> _DATASET CONTENT_:
^^^^^^^^^^^^^^^^

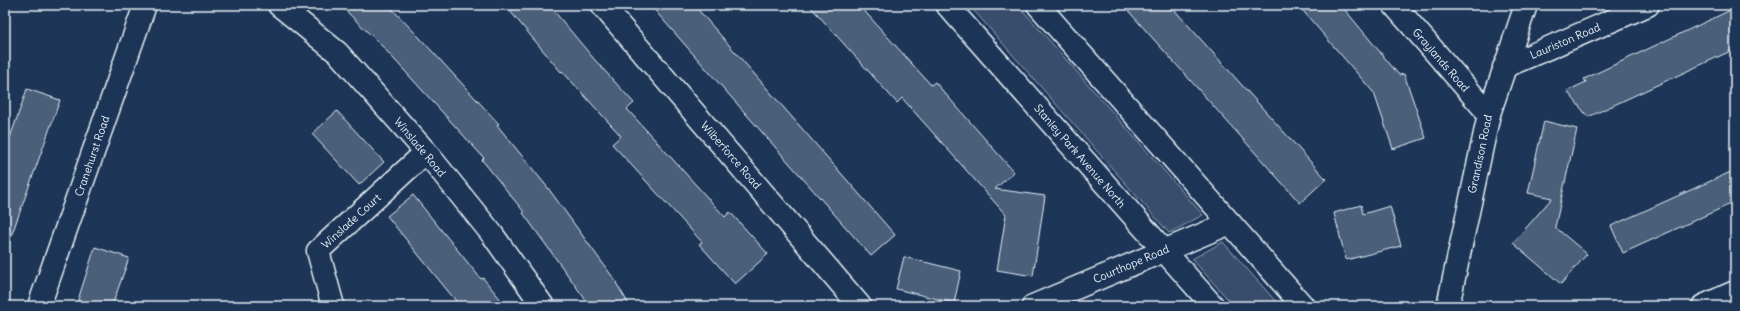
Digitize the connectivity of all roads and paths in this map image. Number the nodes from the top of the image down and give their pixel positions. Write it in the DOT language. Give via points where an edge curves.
graph roads {
  1 [pos="145,5"];
  2 [pos="279,5"];
  3 [pos="602,5"];
  4 [pos="947,5"];
  5 [pos="1038,5"];
  6 [pos="1394,5"];
  7 [pos="1526,5"];
  8 [pos="1648,5"];
  9 [pos="1504,67"];
  10 [pos="1489,114"];
  11 [pos="426,152"];
  12 [pos="1230,223"];
  13 [pos="1164,250"];
  14 [pos="1735,292"];
  15 [pos="39,306"];
  16 [pos="333,306"];
  17 [pos="543,306"];
  18 [pos="860,306"];
  19 [pos="1033,306"];
  20 [pos="1214,306"];
  21 [pos="1303,306"];
  22 [pos="1448,306"];
  23 [pos="1703,306"];
  1 -- 15 [label="main road, Cranehurst Road"];
  2 -- 11 [label="main road, Winslade Road" via="338,53"];
  3 -- 18 [label="main road, Wilberforce Road"];
  4 -- 13 [label="main road, Stanley Park Avenue North"];
  5 -- 12 [label="main road"];
  6 -- 10 [label="main road, Graylands Road"];
  7 -- 9 [label="main road, Grandison Road"];
  8 -- 9 [label="main road, Lauriston Road"];
  9 -- 10 [label="main road, Grandison Road"];
  10 -- 22 [label="main road, Grandison Road"];
  11 -- 16 [label="main road, Winslade Court" via="318,251"];
  11 -- 17 [label="main road, Winslade Road" via="492,234"];
  12 -- 13 [label="main road, Courthope Road"];
  12 -- 21 [label="main road"];
  13 -- 19 [label="main road, Courthope Road"];
  13 -- 20 [label="main road, Stanley Park Avenue North"];
  14 -- 23 [label="main road"];
}
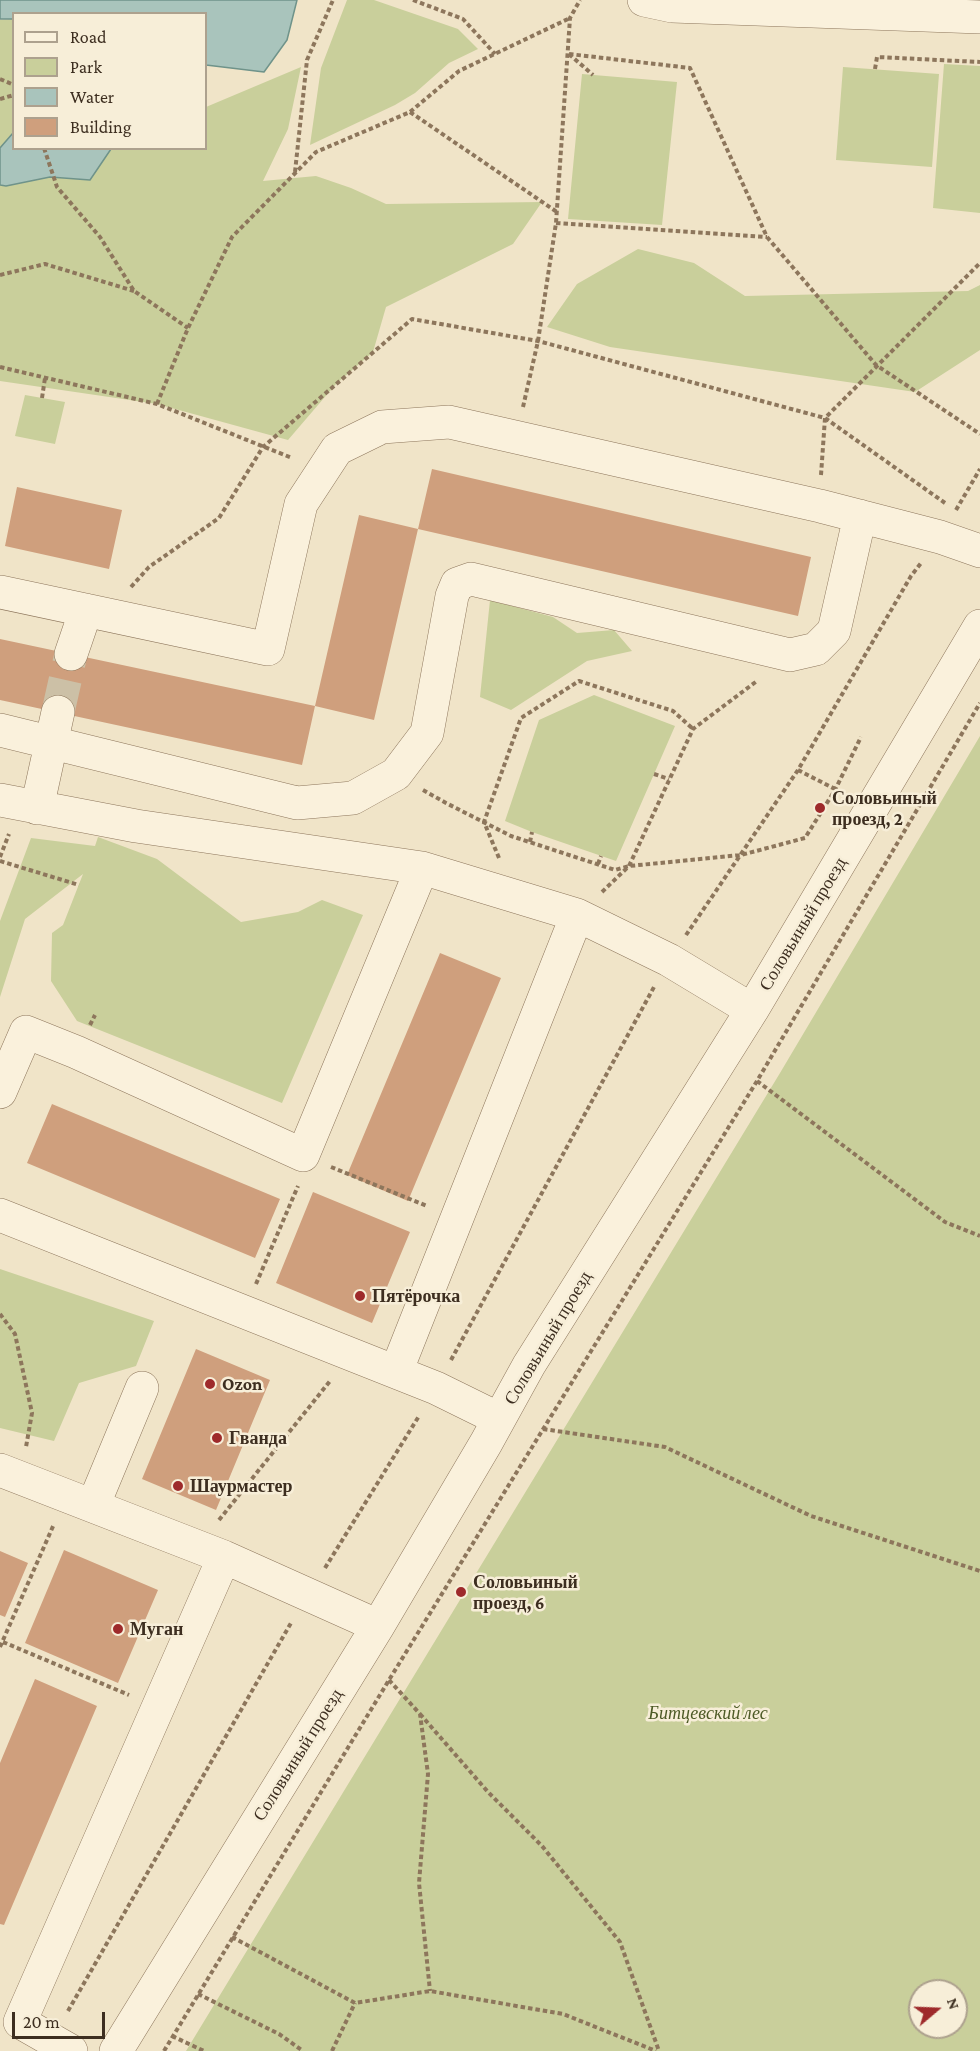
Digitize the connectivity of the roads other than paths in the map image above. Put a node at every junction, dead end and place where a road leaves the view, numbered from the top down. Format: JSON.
{"nodes":[{"id":1,"x":644,"y":0,"type":"edge"},
{"id":2,"x":980,"y":17,"type":"edge"},
{"id":3,"x":860,"y":516,"type":"junction"},
{"id":4,"x":980,"y":551,"type":"edge"},
{"id":5,"x":0,"y":592,"type":"edge"},
{"id":6,"x":86,"y":610,"type":"junction"},
{"id":7,"x":980,"y":626,"type":"edge"},
{"id":8,"x":71,"y":654,"type":"tunnel mouth"},
{"id":9,"x":54,"y":727,"type":"junction"},
{"id":10,"x":0,"y":730,"type":"edge"},
{"id":11,"x":0,"y":800,"type":"edge"},
{"id":12,"x":36,"y":808,"type":"junction"},
{"id":13,"x":422,"y":868,"type":"junction"},
{"id":14,"x":577,"y":915,"type":"junction"},
{"id":15,"x":752,"y":1010,"type":"junction"},
{"id":16,"x":0,"y":1092,"type":"edge"},
{"id":17,"x":0,"y":1215,"type":"edge"},
{"id":18,"x":396,"y":1372,"type":"junction"},
{"id":19,"x":142,"y":1388,"type":"dead end"},
{"id":20,"x":500,"y":1419,"type":"junction"},
{"id":21,"x":0,"y":1470,"type":"edge"},
{"id":22,"x":79,"y":1501,"type":"junction"},
{"id":23,"x":211,"y":1552,"type":"junction"},
{"id":24,"x":378,"y":1626,"type":"junction"},
{"id":25,"x":10,"y":2016,"type":"edge"},
{"id":26,"x":62,"y":2045,"type":"edge"},
{"id":27,"x":116,"y":2051,"type":"edge"}],
"edges":[{"from":1,"to":2,"type":"street"},
{"from":3,"to":4,"type":"street"},
{"from":3,"to":6,"type":"street"},
{"from":3,"to":9,"type":"street"},
{"from":5,"to":6,"type":"street"},
{"from":6,"to":8,"type":"street"},
{"from":7,"to":15,"type":"street","name":"Соловьиный проезд"},
{"from":9,"to":10,"type":"street"},
{"from":9,"to":12,"type":"street"},
{"from":11,"to":12,"type":"street"},
{"from":12,"to":13,"type":"street"},
{"from":13,"to":14,"type":"street"},
{"from":13,"to":16,"type":"street"},
{"from":14,"to":15,"type":"street"},
{"from":14,"to":18,"type":"street"},
{"from":15,"to":20,"type":"street","name":"Соловьиный проезд"},
{"from":17,"to":18,"type":"street"},
{"from":18,"to":20,"type":"street"},
{"from":19,"to":22,"type":"street"},
{"from":20,"to":24,"type":"street","name":"Соловьиный проезд"},
{"from":21,"to":22,"type":"street"},
{"from":22,"to":23,"type":"street"},
{"from":23,"to":24,"type":"street"},
{"from":23,"to":25,"type":"street"},
{"from":24,"to":27,"type":"street","name":"Соловьиный проезд"},
{"from":25,"to":26,"type":"street"}]}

^^^^^^^^^^^^^^^^

Copy each line of the records containing the string "nodes".

Digitize the connectivity of all roads and paths in this map image. Number the nodes from the top of the image down and give their pixel positions. Write it in the DOT language. Give via points where an edge curves.
{"nodes":[{"id":1,"x":644,"y":0,"type":"edge"},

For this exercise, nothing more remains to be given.